▶ **DIRECTIONS**: Scan the entries below for the word "Gottesberge". Copy out every line in which it occurs.

-------- RECORD EXTRACTS

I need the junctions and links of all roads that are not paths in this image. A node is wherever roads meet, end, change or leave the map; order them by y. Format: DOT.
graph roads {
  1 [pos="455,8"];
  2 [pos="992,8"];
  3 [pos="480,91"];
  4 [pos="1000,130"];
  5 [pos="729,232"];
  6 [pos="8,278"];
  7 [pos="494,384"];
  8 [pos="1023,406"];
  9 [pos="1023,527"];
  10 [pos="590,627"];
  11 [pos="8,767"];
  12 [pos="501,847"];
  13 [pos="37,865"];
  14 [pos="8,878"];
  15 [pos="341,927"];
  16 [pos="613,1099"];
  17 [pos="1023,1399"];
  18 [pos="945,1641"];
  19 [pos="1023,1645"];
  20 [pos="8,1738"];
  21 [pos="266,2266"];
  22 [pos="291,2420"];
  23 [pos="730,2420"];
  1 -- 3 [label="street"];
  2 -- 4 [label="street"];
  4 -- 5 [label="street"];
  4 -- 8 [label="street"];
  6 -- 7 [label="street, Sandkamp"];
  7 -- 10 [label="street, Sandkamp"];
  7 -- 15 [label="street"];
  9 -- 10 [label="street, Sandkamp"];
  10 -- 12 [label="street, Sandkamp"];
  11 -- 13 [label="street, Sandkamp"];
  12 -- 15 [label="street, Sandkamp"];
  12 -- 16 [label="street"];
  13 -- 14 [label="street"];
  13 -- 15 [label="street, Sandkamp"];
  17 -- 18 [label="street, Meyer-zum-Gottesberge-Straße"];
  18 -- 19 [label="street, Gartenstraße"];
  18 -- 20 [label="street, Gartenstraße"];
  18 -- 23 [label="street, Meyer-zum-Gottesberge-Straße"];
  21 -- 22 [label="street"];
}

----------------

▶ **ANSWER BELOW**:
  17 -- 18 [label="street, Meyer-zum-Gottesberge-Straße"];
  18 -- 23 [label="street, Meyer-zum-Gottesberge-Straße"];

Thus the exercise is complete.